Fabbrini individua tre fratture interne all’Ue: una sistemica, una geopolitica e una relativa alla political economy. Ma per Fabbrini è da escludere una “Europe á la carte”. Quindi come si potrebbero sanare i cleavages che oggi portano ad un sostanziare stagnamento delle istituzioni intergovernative? Le ragioni della situazione attuale vanno ricercate, secondo il professore, nella confusione terminologica tra stato federale (disgregazione di un’organizzazione precedentemente unitaria) e unione federale (unione di stati in precedenza indipententi).
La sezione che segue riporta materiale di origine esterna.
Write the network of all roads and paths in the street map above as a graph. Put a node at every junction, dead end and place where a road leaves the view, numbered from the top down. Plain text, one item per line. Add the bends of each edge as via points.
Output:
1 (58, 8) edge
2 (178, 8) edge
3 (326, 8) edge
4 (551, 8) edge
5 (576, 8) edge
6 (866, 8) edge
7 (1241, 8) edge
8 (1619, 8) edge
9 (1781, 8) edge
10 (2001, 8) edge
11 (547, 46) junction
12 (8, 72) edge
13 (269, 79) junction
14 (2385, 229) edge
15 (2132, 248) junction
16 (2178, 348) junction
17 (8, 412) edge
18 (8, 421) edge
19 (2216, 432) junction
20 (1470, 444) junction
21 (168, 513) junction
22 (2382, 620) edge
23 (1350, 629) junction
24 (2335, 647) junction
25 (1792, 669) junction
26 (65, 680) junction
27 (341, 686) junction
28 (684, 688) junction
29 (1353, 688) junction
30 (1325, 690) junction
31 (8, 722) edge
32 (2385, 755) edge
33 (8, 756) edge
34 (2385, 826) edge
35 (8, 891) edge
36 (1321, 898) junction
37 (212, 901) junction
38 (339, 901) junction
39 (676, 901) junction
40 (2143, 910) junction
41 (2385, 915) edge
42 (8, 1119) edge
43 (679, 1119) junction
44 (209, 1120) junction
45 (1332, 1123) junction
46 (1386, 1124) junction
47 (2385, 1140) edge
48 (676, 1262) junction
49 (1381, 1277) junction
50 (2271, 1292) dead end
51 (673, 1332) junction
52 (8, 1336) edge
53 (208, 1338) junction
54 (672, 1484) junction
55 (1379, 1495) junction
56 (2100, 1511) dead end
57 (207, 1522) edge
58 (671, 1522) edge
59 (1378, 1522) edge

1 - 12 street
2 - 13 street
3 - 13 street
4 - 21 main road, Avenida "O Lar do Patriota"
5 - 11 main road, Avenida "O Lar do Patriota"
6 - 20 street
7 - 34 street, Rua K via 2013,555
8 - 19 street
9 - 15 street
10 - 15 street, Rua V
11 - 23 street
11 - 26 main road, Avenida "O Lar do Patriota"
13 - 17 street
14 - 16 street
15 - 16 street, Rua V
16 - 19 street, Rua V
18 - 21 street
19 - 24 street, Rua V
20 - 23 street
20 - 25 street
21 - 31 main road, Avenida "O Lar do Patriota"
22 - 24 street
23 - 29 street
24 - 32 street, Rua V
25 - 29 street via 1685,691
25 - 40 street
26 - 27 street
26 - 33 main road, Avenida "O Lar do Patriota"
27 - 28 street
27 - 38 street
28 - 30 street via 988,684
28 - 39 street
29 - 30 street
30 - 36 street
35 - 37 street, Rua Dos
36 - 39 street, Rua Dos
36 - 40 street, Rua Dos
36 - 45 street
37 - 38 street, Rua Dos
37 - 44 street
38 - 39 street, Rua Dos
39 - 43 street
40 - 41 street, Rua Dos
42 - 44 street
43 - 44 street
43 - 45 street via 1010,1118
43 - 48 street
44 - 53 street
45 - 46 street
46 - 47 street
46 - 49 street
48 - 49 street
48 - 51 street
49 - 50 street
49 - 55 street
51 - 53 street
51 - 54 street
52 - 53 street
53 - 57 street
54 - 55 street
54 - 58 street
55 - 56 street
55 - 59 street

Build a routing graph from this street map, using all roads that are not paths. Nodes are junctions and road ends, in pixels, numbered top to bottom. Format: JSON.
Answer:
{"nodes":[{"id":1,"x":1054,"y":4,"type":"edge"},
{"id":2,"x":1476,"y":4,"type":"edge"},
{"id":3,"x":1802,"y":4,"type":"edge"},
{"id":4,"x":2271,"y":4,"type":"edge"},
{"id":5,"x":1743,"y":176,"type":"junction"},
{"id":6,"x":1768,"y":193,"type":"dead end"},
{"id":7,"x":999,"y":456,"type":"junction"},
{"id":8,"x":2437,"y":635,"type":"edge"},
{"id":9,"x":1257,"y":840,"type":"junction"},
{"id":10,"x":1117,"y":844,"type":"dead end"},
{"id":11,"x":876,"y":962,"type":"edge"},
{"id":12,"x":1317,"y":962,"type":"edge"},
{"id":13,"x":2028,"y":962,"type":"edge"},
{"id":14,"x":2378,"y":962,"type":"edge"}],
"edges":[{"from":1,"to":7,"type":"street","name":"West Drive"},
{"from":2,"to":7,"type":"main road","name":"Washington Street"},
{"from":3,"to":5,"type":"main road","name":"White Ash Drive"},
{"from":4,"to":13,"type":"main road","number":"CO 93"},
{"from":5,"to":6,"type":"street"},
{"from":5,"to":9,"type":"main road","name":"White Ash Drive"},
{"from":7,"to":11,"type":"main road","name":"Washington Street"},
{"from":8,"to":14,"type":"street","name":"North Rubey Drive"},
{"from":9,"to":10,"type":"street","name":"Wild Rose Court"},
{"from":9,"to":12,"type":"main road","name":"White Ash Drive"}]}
Nel capitolo “L’unione federale nell’Europa differenziata”, Fabbrini ritiene impossibile che da Stati indipendenti possa nascere uno Stato federale, mentre sarebbe possibile un’unione di questo genere. A testimonianza di questa opzione, cita il caso degli Stati uniti d’America, primo tentativo di andare oltre Vestfalia. La Convenzione di Philadelfia «spacchetta la sovranità statale senza cancellarla», spiega Fabbrini, e chiarisce che «la sovranità frammentata è inconciliabile con l’idea di Stato» tradizionale. Gli Stati Uniti, infatti, sostiene ancora Fabbrini, non sono uno Stato nazionale, ma un’unione che per funzionare non ha bisogno né di uno Stato, né di un governo.
Rimangono le perplessità sulla questione, per la quale non tutti sono d’accordo con questa impostazione. Nel suo libro, Fabbrini spiega che per l’Unione europea non è possibile replicare l’esperienza statunitense, ma si può comprenderne il metodo. Afferma, inoltre, che le federazioni per aggregazione non si sono formate attraverso uno sviluppo organico e perciò la differenziazione, date le premesse, va allora riconosciuta e formalizzata. Sempre secondo l’autore, l’Europa ha popoli diversi che non possono essere ricondotti ad un unico demos. Entra così in gioco una strategia della discontinuità attraverso la volontà politica dei membri dell’Eurozona. Per fare ciò, chiarisce ulteriormente Fabbrini, sarebbe necessaria una riforma delle istituzioni, in cui il Presidente dell’Unione sostituisca il presidente della Commissione e il presidente del Consiglio dei ministri (fusione, tra l’altro, non esclusa dai Trattati): il Presidente dell’Unione, in una forma di democrazia parlamentare, così condividerebbe il potere esecutivo con la Presidenza europea (attuale Consiglio europeo). Un modello che somiglierebbe al semipresidenzialismo francese.

Le conclusioni del volume di Fabbrini vengono dedicate all’Italia e in particolar modo alle necessarie riforme di government e governance per rendere il Paese all’altezza delle sfide europee. Fabbrini conclude pertanto con l’appello a “Ripartire da Ventotene” con lo spirito di un’unione federale che – spiega – non implica di per sé il trasferimento dei poteri statali al centro, ma la frammentazione dei livelli di governo.